___ Data for the task ___
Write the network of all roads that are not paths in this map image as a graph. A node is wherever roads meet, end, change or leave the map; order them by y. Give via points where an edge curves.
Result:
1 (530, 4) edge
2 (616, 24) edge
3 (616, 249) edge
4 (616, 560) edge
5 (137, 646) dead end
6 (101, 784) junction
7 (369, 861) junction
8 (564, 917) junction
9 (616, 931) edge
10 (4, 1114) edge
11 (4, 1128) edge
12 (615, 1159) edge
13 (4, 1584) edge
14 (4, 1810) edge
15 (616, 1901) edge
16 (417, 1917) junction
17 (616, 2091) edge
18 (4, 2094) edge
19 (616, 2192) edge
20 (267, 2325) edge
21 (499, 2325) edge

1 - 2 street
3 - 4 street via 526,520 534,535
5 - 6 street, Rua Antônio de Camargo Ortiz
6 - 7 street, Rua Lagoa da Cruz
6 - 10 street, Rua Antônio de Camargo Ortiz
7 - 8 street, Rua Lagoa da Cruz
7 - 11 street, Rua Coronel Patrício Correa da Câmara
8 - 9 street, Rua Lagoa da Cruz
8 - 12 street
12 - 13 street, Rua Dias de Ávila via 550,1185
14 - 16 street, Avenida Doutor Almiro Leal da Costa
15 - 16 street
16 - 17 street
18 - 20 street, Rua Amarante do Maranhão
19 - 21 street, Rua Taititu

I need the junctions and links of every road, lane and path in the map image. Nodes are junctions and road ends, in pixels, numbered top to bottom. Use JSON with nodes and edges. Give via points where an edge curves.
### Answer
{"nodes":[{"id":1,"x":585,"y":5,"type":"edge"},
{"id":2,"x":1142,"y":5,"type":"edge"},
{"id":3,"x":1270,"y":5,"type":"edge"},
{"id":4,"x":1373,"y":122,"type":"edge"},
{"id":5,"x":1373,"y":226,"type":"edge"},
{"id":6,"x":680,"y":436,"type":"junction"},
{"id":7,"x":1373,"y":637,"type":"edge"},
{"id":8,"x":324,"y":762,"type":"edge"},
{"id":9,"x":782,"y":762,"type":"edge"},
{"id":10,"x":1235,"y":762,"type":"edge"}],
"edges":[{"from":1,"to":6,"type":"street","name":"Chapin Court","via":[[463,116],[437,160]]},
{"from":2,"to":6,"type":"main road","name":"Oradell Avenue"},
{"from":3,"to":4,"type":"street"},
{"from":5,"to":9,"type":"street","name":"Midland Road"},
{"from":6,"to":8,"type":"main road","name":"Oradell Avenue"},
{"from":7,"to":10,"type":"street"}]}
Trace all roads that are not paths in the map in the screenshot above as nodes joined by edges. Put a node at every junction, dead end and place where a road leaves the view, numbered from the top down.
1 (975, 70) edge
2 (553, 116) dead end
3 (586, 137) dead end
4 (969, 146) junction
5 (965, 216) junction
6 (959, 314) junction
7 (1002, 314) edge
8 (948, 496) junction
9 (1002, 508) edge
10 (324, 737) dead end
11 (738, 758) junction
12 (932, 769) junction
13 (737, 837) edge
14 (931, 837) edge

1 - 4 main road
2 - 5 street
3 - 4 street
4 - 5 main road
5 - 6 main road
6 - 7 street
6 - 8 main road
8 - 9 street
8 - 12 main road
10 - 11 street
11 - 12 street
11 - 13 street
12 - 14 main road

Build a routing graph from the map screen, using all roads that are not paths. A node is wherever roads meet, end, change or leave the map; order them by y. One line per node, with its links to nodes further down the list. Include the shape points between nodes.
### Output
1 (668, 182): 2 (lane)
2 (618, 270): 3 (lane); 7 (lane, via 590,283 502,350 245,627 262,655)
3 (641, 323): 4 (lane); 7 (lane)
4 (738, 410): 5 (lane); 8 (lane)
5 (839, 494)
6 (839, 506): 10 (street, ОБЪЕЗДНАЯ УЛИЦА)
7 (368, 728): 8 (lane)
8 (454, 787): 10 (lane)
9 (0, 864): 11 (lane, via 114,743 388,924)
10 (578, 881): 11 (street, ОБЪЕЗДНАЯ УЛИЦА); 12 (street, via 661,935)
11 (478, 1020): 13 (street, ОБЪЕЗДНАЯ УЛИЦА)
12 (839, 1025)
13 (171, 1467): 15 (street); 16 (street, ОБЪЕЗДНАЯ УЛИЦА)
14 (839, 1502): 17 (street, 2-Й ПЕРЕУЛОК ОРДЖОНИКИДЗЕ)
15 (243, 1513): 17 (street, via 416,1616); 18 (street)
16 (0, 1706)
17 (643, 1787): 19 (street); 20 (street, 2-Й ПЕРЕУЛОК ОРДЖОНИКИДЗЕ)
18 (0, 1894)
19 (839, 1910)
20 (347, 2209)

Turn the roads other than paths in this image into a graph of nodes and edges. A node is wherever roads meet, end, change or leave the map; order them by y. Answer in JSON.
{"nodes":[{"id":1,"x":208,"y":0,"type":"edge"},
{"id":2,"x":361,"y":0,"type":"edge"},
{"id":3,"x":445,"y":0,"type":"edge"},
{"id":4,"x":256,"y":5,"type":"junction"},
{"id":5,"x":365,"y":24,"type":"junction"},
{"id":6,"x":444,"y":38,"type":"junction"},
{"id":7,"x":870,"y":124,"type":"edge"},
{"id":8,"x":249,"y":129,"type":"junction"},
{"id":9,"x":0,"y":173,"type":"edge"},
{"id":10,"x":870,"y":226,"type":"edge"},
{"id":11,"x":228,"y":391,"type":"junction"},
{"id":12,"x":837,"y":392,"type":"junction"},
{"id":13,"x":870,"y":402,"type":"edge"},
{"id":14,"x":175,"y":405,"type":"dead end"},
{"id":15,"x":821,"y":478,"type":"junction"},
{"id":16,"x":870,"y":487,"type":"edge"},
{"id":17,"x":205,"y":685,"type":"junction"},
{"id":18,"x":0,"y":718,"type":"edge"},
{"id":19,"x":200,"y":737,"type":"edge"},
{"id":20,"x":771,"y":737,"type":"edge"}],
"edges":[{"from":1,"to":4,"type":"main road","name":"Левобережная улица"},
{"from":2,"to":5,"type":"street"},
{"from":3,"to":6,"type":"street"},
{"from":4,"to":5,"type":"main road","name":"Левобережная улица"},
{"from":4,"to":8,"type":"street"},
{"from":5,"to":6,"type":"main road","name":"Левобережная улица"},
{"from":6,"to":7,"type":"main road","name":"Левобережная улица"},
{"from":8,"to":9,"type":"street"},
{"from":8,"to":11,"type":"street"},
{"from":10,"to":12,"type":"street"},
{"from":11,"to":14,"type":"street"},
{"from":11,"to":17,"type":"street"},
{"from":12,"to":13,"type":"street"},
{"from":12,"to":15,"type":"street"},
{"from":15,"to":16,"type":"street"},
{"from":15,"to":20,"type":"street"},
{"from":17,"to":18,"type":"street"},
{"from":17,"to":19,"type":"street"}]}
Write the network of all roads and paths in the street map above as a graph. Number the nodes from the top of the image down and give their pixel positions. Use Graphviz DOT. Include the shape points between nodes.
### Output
___
From the entries above, extract every line where the word "shape" appears.

Build a routing graph from the map screen, using all roads that are not paths. A node is wherever roads meet, end, change or leave the map; order them by y. One line per node, with its links to nodes further down the list. Include the shape points between nodes.
Write the network of all roads and paths in the street map above as a graph. Number the nodes from the top of the image down and give their pixel positions. Use Graphviz DOT. Include the shape points between nodes.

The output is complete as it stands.